> YOUR INSTRUCTIONS: All lines in the material with the string "word" should be listed.

> DATA FOR ANALYSIS:
= = =

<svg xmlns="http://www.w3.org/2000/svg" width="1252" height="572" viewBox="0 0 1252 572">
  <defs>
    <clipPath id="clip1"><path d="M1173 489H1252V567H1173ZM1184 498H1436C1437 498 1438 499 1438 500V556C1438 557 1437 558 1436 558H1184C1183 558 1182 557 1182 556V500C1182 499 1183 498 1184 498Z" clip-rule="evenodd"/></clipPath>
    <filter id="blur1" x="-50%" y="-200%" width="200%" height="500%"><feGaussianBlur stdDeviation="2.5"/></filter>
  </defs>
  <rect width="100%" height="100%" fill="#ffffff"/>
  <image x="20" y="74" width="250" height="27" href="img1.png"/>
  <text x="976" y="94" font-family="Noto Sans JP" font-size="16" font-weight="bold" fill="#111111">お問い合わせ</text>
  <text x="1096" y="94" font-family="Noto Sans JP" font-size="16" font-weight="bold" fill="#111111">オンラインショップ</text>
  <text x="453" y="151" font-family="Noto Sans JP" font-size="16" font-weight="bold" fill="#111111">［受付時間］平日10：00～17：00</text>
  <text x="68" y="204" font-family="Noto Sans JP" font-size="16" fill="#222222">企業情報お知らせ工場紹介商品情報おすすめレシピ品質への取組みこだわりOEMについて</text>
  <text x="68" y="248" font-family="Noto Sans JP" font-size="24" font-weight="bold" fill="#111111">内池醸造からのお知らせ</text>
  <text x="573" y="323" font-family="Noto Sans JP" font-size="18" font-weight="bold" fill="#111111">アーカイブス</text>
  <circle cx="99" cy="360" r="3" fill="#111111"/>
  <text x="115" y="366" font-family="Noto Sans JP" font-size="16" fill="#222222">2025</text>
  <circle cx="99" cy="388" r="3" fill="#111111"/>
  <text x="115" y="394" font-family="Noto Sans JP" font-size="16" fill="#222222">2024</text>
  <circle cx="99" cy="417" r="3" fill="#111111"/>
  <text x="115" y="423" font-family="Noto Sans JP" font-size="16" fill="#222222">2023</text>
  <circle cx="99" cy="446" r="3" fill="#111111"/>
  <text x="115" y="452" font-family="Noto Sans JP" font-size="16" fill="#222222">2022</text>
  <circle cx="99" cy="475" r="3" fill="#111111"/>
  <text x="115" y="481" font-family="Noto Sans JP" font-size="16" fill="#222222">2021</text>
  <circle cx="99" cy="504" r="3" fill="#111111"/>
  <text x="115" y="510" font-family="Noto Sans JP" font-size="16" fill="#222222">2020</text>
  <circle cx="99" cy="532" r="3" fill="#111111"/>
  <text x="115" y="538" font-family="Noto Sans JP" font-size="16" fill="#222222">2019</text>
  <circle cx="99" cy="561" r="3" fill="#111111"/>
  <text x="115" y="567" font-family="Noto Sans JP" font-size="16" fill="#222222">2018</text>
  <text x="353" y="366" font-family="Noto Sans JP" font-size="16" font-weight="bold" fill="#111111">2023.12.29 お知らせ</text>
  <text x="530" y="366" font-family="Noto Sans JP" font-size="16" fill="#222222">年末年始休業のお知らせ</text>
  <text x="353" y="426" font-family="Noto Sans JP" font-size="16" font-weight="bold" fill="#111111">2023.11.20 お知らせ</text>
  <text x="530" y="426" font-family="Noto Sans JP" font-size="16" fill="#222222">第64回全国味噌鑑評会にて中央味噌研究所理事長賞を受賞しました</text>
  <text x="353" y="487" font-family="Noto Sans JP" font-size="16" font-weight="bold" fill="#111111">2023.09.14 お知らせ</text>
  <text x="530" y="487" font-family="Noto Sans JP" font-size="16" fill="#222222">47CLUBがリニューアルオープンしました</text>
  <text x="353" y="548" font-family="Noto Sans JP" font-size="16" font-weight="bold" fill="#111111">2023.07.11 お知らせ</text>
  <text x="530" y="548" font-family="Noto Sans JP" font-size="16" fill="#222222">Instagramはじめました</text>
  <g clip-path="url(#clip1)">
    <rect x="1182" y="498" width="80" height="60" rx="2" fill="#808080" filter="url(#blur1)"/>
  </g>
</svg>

= = =

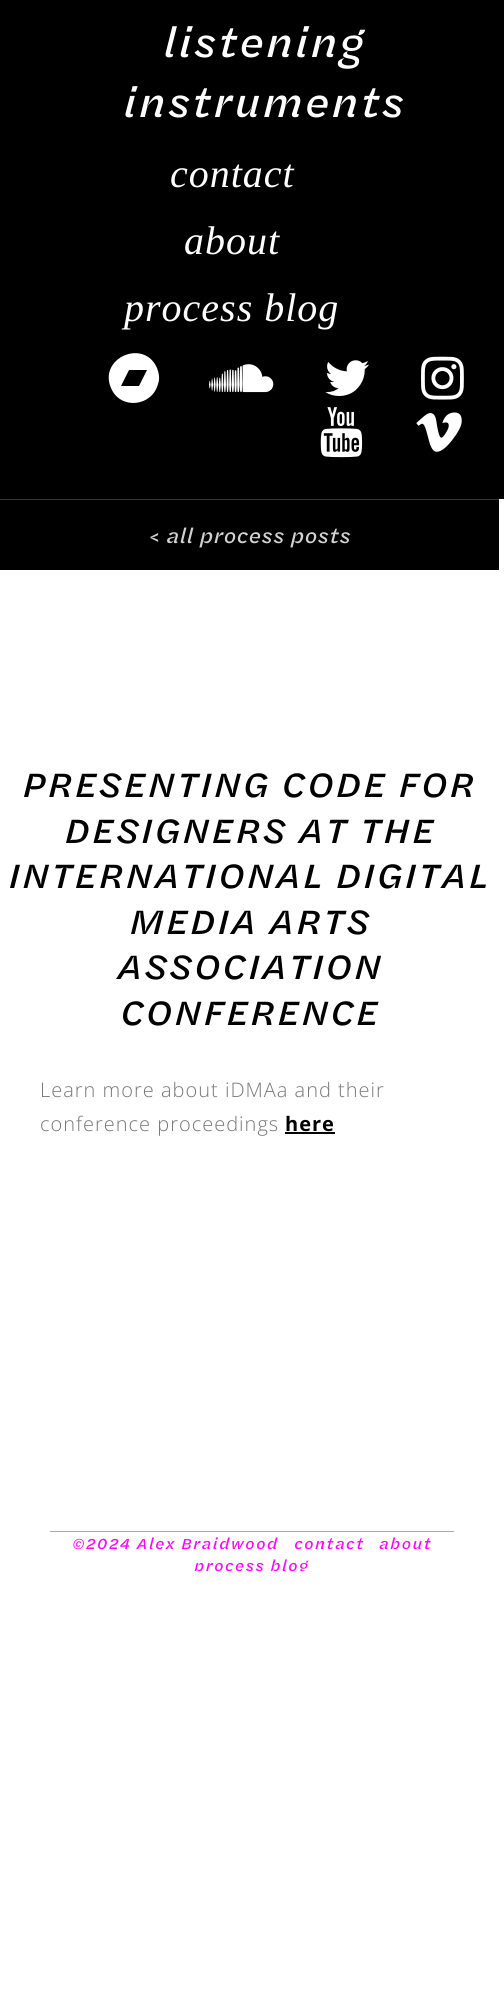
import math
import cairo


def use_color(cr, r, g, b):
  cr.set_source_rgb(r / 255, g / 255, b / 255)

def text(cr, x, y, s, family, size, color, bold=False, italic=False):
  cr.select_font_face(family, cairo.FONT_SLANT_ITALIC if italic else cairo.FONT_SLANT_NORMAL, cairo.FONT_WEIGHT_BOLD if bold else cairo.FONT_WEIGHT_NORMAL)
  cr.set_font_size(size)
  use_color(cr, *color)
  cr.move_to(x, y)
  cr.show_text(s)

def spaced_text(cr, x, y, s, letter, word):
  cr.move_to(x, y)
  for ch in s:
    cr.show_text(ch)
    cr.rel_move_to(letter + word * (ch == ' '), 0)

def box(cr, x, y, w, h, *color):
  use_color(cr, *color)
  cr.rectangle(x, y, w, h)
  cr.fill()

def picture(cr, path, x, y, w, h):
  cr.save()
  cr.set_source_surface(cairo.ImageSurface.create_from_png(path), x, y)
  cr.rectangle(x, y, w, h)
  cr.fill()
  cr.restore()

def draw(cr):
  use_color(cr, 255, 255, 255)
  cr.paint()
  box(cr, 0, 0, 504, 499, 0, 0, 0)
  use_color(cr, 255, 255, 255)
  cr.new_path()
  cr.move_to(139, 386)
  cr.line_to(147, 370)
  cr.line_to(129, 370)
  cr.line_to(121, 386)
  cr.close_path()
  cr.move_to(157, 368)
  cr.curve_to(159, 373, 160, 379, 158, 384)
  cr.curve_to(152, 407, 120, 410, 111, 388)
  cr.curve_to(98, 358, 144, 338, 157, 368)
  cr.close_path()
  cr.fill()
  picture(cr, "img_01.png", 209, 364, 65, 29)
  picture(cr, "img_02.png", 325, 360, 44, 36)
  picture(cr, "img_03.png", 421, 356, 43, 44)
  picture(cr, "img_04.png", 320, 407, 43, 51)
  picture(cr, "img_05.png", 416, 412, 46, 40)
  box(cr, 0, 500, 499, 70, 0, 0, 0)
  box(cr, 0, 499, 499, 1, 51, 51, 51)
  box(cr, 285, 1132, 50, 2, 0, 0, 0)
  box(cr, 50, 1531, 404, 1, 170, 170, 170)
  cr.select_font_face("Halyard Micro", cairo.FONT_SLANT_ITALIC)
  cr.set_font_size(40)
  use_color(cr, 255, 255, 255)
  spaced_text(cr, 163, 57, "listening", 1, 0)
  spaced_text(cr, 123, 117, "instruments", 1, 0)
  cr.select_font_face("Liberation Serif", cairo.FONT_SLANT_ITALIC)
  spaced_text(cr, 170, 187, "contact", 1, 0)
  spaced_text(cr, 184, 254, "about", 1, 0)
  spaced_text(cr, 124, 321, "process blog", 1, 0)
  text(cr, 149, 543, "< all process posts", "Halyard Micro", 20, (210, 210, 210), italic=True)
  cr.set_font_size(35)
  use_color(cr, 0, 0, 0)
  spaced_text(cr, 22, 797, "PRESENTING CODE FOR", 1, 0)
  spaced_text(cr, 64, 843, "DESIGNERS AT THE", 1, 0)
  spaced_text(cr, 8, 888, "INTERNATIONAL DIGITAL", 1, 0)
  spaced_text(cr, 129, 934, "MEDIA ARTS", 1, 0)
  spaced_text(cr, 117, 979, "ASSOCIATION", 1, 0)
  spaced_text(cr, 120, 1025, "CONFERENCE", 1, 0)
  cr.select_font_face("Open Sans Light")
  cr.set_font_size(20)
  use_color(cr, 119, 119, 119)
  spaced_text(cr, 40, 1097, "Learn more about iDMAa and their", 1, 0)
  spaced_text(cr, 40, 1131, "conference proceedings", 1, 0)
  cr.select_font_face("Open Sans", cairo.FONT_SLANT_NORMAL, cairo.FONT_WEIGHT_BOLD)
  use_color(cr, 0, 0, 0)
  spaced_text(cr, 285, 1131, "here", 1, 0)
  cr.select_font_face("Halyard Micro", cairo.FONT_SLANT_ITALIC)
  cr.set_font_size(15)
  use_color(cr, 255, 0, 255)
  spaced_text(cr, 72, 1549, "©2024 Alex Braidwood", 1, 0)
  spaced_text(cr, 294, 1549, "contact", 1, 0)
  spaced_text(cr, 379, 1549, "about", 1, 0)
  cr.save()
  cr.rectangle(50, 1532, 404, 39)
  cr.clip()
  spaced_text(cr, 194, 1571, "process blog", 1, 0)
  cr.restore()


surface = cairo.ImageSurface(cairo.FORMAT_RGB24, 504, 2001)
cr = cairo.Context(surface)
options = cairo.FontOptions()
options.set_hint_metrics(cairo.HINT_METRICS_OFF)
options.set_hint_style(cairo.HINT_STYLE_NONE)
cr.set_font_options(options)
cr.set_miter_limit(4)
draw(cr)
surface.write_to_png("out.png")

= = =

> OUTPUT:
def spaced_text(cr, x, y, s, letter, word):
    cr.rel_move_to(letter + word * (ch == ' '), 0)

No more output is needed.